What Makes a Good Software Tool?
In my experience, software tools, and especially C++ tools, should have the following properties:
- policy-free
- reliable
- freely available
- supplied in source code form
I will expand on these terms in a moment. Note that I am not saying that everything developers use has to fit those criteria; merely that in order for a piece of software to be considered a tool, or of tool quality, it must meet these criteria. The above list is partly for classification, and partly for guidance in searching for tools. If I am searching for a piece of software, my first choice is a tool-quality item. If a tool-quality item is not available, then I work my way down the list of what is available.
Policy-free tools are tools that do not force or even encourage developers to adopt certain programming policies, such as, for example, the policy of wrapping all C++ code in a namespace. Policy-free tools can be used in any project, regardless of the teams development methodology. Dogma tends to give indigestion to people who like to reason things through from first principles a characteristic shared by many of the top programmers Ive worked with.

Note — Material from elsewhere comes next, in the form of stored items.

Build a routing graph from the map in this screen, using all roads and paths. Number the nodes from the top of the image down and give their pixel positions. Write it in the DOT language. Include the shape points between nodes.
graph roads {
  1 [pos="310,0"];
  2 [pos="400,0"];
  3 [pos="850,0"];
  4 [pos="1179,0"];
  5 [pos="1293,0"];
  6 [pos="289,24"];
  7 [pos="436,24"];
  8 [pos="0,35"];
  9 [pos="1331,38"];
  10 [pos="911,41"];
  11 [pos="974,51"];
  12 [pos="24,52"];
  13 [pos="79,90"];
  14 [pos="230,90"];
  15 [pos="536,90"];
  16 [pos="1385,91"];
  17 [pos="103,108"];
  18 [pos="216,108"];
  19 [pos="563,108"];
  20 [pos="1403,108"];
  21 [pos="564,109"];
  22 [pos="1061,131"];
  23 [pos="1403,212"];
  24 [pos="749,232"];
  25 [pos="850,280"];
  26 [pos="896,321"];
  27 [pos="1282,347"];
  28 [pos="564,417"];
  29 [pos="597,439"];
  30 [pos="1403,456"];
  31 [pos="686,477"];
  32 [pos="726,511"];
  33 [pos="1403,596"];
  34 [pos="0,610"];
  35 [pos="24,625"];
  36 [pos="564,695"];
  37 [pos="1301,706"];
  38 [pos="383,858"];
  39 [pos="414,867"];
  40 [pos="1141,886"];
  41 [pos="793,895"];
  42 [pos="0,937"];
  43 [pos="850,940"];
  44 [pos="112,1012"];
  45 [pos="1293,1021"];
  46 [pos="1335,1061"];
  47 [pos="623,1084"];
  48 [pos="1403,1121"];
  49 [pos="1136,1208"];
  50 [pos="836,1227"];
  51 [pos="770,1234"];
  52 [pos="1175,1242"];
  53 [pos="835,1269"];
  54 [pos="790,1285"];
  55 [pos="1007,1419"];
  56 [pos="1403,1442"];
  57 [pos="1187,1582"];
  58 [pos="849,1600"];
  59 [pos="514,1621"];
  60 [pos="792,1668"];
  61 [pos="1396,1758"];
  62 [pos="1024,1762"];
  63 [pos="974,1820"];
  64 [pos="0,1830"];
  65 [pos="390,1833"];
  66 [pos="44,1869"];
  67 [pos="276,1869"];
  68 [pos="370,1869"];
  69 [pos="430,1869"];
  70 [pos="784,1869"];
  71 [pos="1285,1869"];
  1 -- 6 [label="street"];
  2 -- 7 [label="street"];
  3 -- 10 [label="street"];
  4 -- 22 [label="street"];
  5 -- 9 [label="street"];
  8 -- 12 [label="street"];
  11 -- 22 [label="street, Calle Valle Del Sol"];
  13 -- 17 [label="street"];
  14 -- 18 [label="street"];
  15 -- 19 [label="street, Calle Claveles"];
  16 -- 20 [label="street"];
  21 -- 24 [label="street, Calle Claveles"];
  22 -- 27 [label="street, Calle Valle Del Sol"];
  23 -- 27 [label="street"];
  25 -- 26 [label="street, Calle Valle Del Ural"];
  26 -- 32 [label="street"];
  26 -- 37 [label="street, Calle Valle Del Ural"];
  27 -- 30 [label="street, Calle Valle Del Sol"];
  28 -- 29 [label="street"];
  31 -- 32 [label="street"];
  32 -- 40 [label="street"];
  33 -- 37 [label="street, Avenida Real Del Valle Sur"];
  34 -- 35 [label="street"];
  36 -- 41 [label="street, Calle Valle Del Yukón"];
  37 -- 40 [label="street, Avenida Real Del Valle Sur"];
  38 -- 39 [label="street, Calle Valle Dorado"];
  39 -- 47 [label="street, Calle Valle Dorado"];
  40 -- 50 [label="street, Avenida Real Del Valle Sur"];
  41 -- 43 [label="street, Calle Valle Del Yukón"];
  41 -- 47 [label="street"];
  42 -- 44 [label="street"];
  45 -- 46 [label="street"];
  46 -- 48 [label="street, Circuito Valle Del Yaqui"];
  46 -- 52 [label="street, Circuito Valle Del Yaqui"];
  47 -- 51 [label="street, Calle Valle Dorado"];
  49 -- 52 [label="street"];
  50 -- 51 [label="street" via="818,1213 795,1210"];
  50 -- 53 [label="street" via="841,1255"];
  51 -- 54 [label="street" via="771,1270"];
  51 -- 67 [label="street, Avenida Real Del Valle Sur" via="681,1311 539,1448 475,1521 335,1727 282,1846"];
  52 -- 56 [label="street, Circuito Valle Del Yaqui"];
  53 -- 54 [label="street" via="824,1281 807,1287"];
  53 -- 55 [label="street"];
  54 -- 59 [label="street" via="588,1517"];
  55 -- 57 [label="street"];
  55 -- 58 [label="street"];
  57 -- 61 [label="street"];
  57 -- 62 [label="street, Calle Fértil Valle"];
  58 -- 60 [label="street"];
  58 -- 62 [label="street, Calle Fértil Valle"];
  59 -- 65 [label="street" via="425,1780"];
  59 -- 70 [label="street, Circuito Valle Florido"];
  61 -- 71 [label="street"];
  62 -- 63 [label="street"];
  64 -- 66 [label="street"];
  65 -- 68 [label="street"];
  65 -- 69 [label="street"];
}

Reliable tools allow the programmer to think about the task at hand, rather than troubleshooting his tools. A tool should only be considered reliable after a considerable amount of use in the field, by real programmers.
Freely available tools are more likely to become de facto software standards, which in turn adds to the attention and support and testing that they receive. Freely available tools can travel with the programmer, giving him assurance that his time spent learning the tool will be well-spent, even if he changes jobs. There is also the side benefit of not having to negotiate a budget for the tool this can be especially helpful, given the remarkable abundance these days of technical managers who are not technically qualified to change stations on the radio, much less decide whether a given tool is worth the money.
Tools supplied in source code form avoid a huge amount of problems. They guarantee that their behavior is open for inspection: no hidden trapdoors or hacks can exist for long, without the world finding out. Such tools may be ported to new platforms, by anyone. And of course, their internal classes and architectures may be studied and reused.
The Dearth of Good Software Tools
The best toolkit available for C++ is the Standard C++ library. In some shops, Ive seen remarkable gains simply from training the programmers about the goodies that are tucked away in the Standard library, but beyond that, things begin to get a bit fuzzy. Even in this age of Linux, GNU, copylefts and public domain software [1], there is a serious shortage of no-strings-attached, high quality, reusable code. There are just not that many places to obtain high-quality items for your toolkit.
As a result, programmers everywhere find themselves creating the sorts of modules that really ought to be part of the professional software engineering mind share. This has been bothering me for some time, and so Ive been refining two items from my own toolkit over the past year, to the point where I think they now qualify as tools. These items are a code generator program, and a command-line parser class.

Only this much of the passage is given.